The semiofficial ISNA news agency quoted Yonathan Betkolia, the head of Assyrian Society of Tehran, as saying that the intelligence and security authorities of the Islamic republic have asked the representatives of Christians, bishops, and Assyrian priests to prevent the participation of Christian and Assyrian citizens in nationwide protests sparked by the death of 22-year-old Mahsa Amini.
With the protests in Iran now in their third month, Iranian authorities have blamed the West for the demonstrations and vowed to crack down even harder on protesters.
While Betkolia previously has publicly agreed that foreign provocations are the cause of the protests, it is the first time he has acknowledged some Iranian Christians are supporting anti-government policies.
Betkolia, a five-term member of the Iranian parliament, has been criticized many times by Iranian Christians for being close to the authorities of the Islamic republic.

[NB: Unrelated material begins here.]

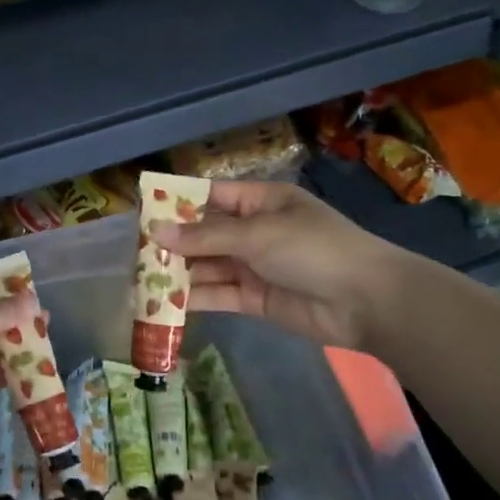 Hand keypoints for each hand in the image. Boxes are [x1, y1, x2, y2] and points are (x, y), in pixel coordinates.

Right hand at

In an earlier statement, the Council of United Iranian Churches condemned the "systematic suppression of women and human rights violations in Iran" and demanded "freedom, justice and equal rights for all Iranians."
The council also stated that "like many people of our country who protested in the streets with unparalleled courage after Mahsa's death, we oppose the imposition of the mandatory hijab (head scarf) on the people of Iran, who have religious, ethnic, cultural and ideological diversity. We know that they are a definite violation of human rights.
The protests, which are demanding more freedoms and women's rights, pose the biggest threat to the Islamic government since the 1979 revolution.
Several thousand have been arrested, including many protesters, as well as journalists, lawyers, activists, digital rights defenders, and others.